Following the end of the transition period on 31 December 2020 and the signing of the Trade and Cooperation Agreement, aspects of the relationship between UK and the EU in respect of the arrangements for energy trading and cooperation have changed. We set out answers to some Frequently Asked Questions (FAQs) on the key changes.
Can we access the Internal Energy Market?
As of 1 January 2021, the UK is no longer part of the Internal Energy Market. This means that the UK’s energy market is de-coupled from the EU’s. The Trade and Cooperation Agreement (TCA) sets out the potential to develop new market coupling and capacity allocation arrangements, with Transmission System Operators required to develop technical procedures for day-ahead capacity allocation based on “multi-region loose volume coupling”. These arrangements will take time to develop but the following timeframes are suggested:
- Within three months – cost benefit analysis and outline of proposals for technical procedures.
- Within 10 months – proposal for technical procedures.
- Within 15 months – entry into operation of technical procedures.
Can we participate in cross-EU frequency response mechanisms?

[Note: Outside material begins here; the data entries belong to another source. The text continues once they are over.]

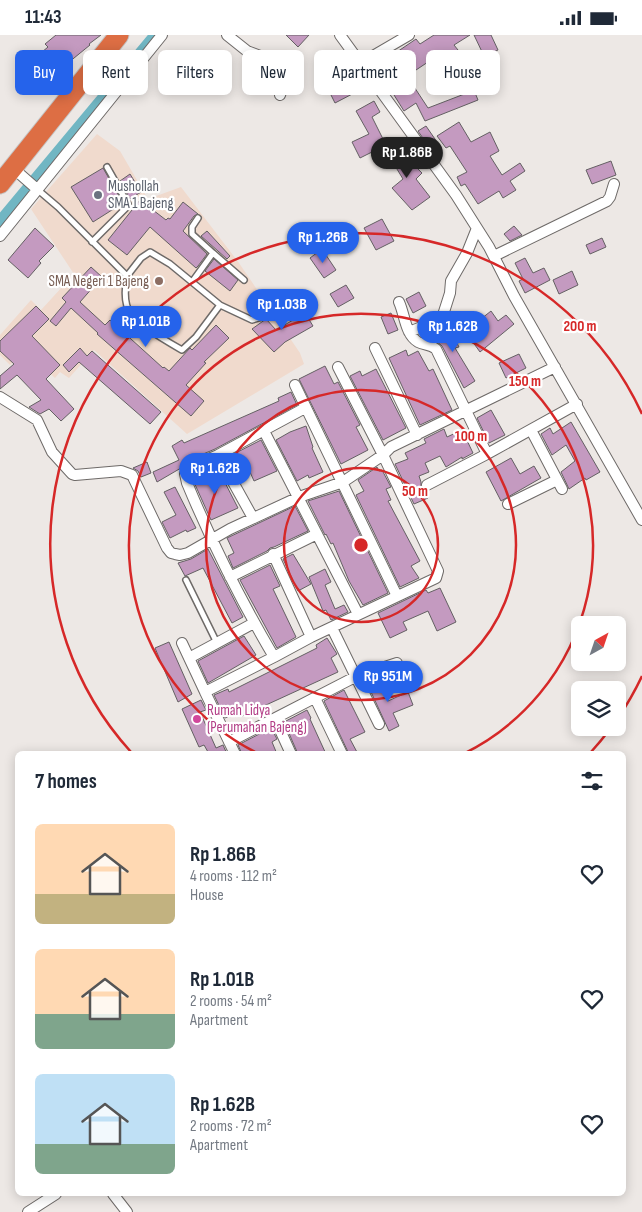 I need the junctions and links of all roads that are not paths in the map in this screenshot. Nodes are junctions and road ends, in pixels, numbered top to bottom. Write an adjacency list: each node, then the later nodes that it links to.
1 (119, 35): 11 (highway)
2 (162, 35): 14 (street)
3 (227, 35): 6 (street)
4 (340, 35): 7 (street)
5 (409, 35): 8 (street)
6 (246, 50)
7 (351, 50)
8 (383, 50)
9 (384, 95): 16 (street)
10 (106, 167): 18 (lane)
11 (17, 172): 12 (highway); 14 (street)
12 (0, 184)
13 (614, 185): 20 (street)
14 (36, 189): 17 (street); 18 (lane)
15 (198, 218): 19 (lane)
16 (477, 228): 20 (street); 27 (street)
17 (0, 236)
18 (92, 241): 21 (lane)
19 (212, 253): 22 (lane); 23 (lane)
20 (494, 257): 30 (street)
21 (127, 275): 23 (lane); 25 (lane)
22 (244, 280)
23 (192, 282): 25 (lane)
24 (399, 302): 27 (street)
25 (220, 305): 26 (lane)
26 (267, 311)
27 (409, 332): 35 (street)
28 (375, 348): 38 (street)
29 (338, 367): 41 (street)
30 (555, 367): 33 (street); 35 (street)
31 (295, 385): 34 (street)
32 (0, 397): 49 (street)
33 (577, 404): 36 (street); 47 (street)
34 (305, 408): 37 (street); 42 (street)
35 (465, 411): 38 (street); 39 (street)
36 (531, 430): 39 (street); 45 (street)
37 (264, 431): 40 (street); 44 (street)
38 (417, 435): 41 (street)
39 (487, 454): 43 (street)
40 (218, 455): 46 (street); 49 (street)
41 (383, 455): 42 (street); 53 (street)
42 (343, 481): 44 (street); 53 (street)
43 (427, 485)
44 (299, 497): 46 (street); 48 (street)
45 (508, 504)
46 (253, 518): 49 (street)
47 (642, 520)
48 (317, 534): 50 (street); 54 (street)
49 (211, 540): 51 (street)
50 (273, 555): 51 (street); 57 (street)
51 (230, 577): 55 (street)
52 (186, 581): 59 (lane)
53 (397, 596): 54 (street)
54 (358, 614): 56 (street)
55 (254, 623): 59 (street); 60 (street)
56 (332, 628): 57 (street); 63 (street)
57 (311, 637): 60 (street)
58 (182, 643): 61 (street)
59 (217, 643): 61 (street)
60 (274, 657): 64 (street)
61 (189, 658): 64 (street)
62 (398, 663): 63 (street)
63 (357, 676): 65 (street); 67 (street)
64 (205, 692): 68 (street)
65 (315, 698): 66 (street); 71 (street)
66 (275, 719): 68 (street); 70 (street)
67 (379, 723)
68 (229, 742): 69 (street)
69 (234, 751)
70 (290, 751)
71 (341, 751)
72 (53, 1196): 74 (street)
73 (114, 1196): 75 (street)
74 (28, 1212)
75 (126, 1212) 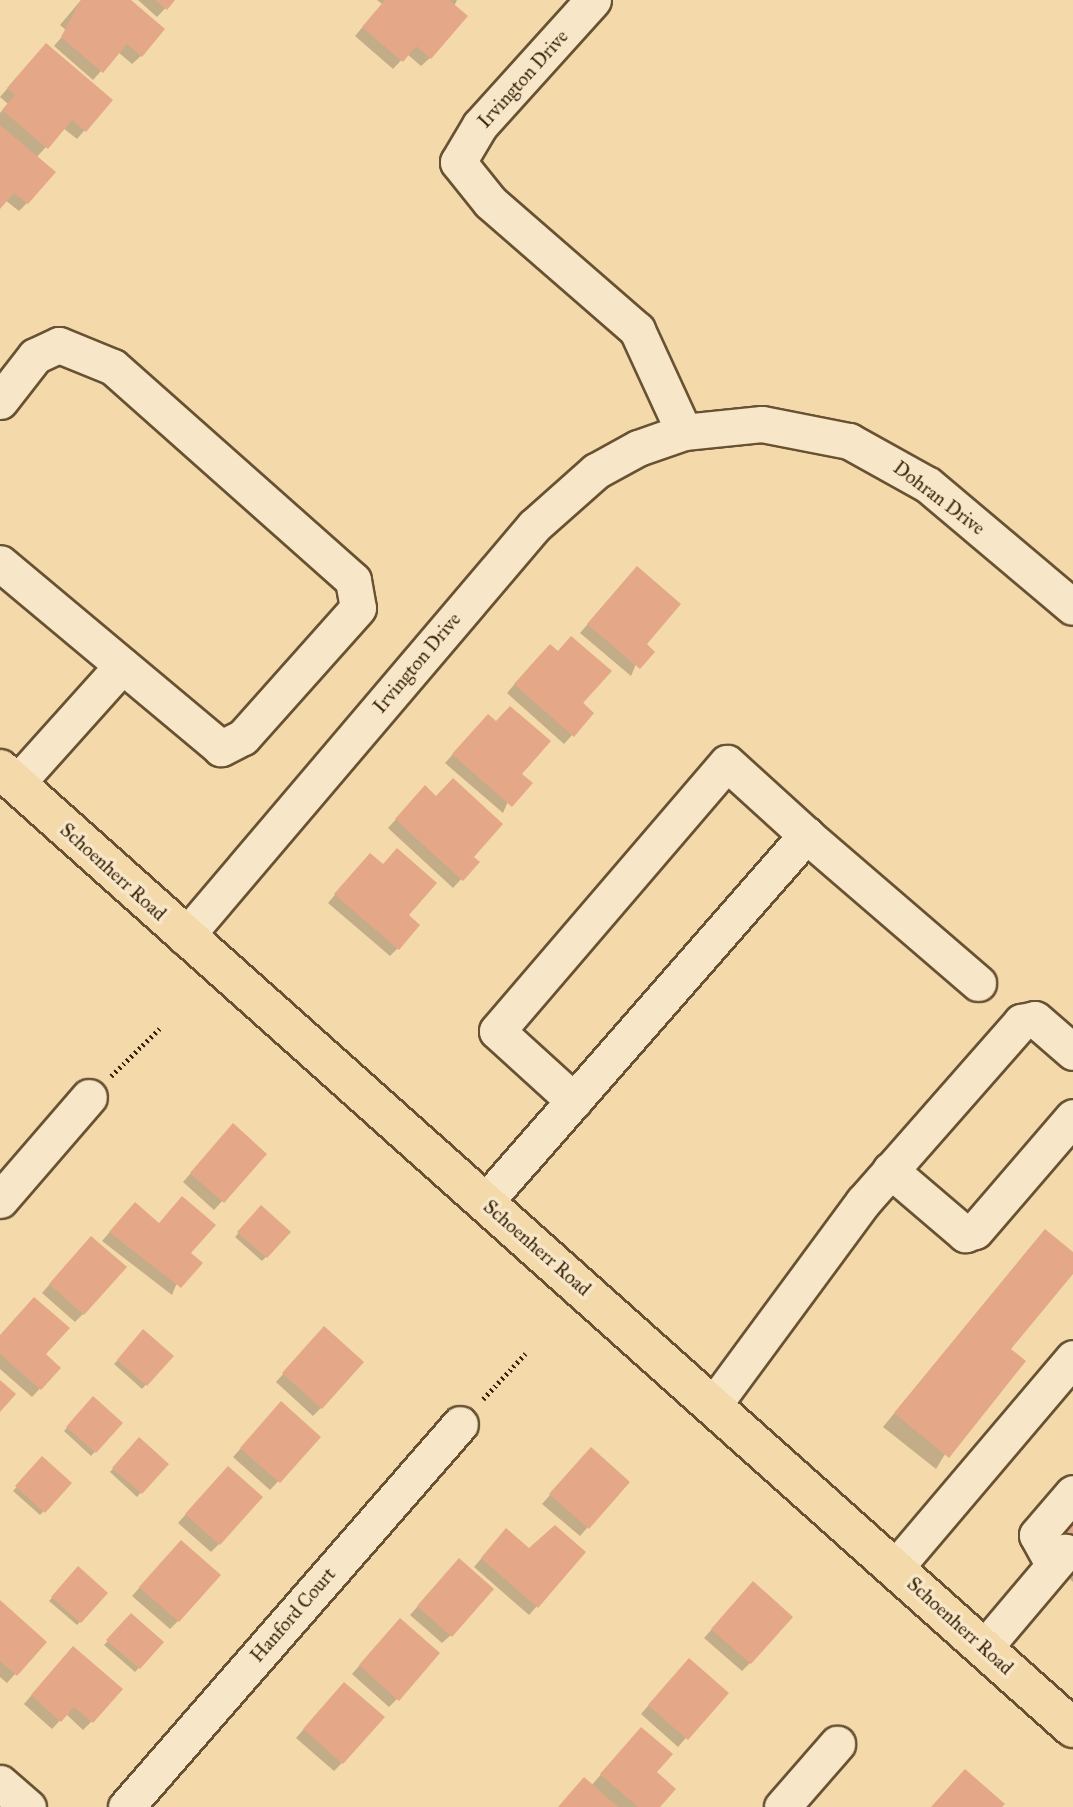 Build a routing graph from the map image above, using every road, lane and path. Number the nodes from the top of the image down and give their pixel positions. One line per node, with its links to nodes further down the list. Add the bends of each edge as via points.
1 (593, 0): 3 (street, Irvington Drive, via 480,125 458,162 490,202 637,330)
2 (0, 401): 6 (street, via 35,356 60,345 82,350 113,367 353,580 358,608 243,737 221,748)
3 (684, 432): 5 (street, Dohran Drive, via 788,426 879,454 929,485); 9 (street, Irvington Drive, via 596,471 534,526)
4 (0, 563): 6 (street)
5 (1073, 607)
6 (122, 666): 7 (street)
7 (8, 777): 9 (main road, Schoenherr Road)
8 (806, 835): 10 (street); 14 (street); 14 (street, via 727,763 497,1031)
9 (184, 937): 18 (main road, Schoenherr Road)
10 (978, 983)
11 (161, 1027): 13 (path)
12 (1073, 1052): 16 (street, via 1035,1019 1021,1022)
13 (89, 1097): 17 (street)
14 (574, 1101): 18 (street)
15 (1073, 1117): 16 (street, via 975,1231 965,1234)
16 (890, 1170): 21 (street)
17 (0, 1200)
18 (485, 1202): 21 (main road, Schoenherr Road)
19 (525, 1354): 22 (path)
20 (1073, 1358): 24 (street)
21 (714, 1404): 24 (main road, Schoenherr Road)
22 (460, 1424): 30 (street, Hanford Court)
23 (1073, 1493): 25 (street, via 1037,1535 1059,1558)
24 (895, 1568): 25 (main road, Schoenherr Road)
25 (984, 1647): 26 (main road, Schoenherr Road)
26 (1073, 1728)
27 (837, 1744): 31 (street)
28 (0, 1783): 29 (street)
29 (28, 1807)
30 (126, 1807)
31 (782, 1807)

Under the EU Electricity Balancing Guidelines, Transmission System Operators are required to develop platforms that would enable cross-border markets in specified reserve products.
Participation in TERRE (Trans European Replacement Reserves Exchange) had been under development, but the final Brexit TCA has cast this into doubt. The ESO is currently planning to pause all work on TERRE until BEIS provides clarity on whether a GB-only implementation will be pursued.
Similarly, there is nothing in the UK/EU TCA that allows for GB’s participation in the Manually Activated Frequency Reserves Initiative (MARI) process. As a result, unless a new agreement is reached between the UK and the EU, participation in MARI will not be possible. Code modifications that sought to implement MARI have now been withdrawn.
Are we still part of EU bodies such as ENTSOG, ENTSO-E and ACER?
National Grid will cooperate with ENTSO-E and ENTSOG but will not have membership of these bodies. Ofgem is to cooperate with EU regulators through ACER, but there will be no UK membership. This will mean continued co-operation on ensuring no network charges on individual interconnector transactions (as is already the case) but the UK cannot participate in EU procedures for capacity allocation and congestion management.
Great Britain remains a member of the CEER group of European energy regulators.
Who do I have to register with under REMIT?
The transparency requirements for GB are relatively unchanged following Brexit, as the REMIT provisions were transposed under the European Unition (Withdrawal Act) 2018 and subsequent Statutory Instrument. The requirements for reporting to Ofgem are the same, but there is no longer a need to report to ACER.
In terms of registration, market participants that are registered with Ofgem but want to trade products for delivery in the EU will need to register with an EU National Regulatory Authority, and will also need to report to ACER. A participant registered with an EU or the Northern Irish regulator does not need to re-register with Ofgem for trades in GB.
Ofgem has issued an updated REMIT Registration User Guide.
What is replacing the EU Emissions Trading Scheme (ETS)?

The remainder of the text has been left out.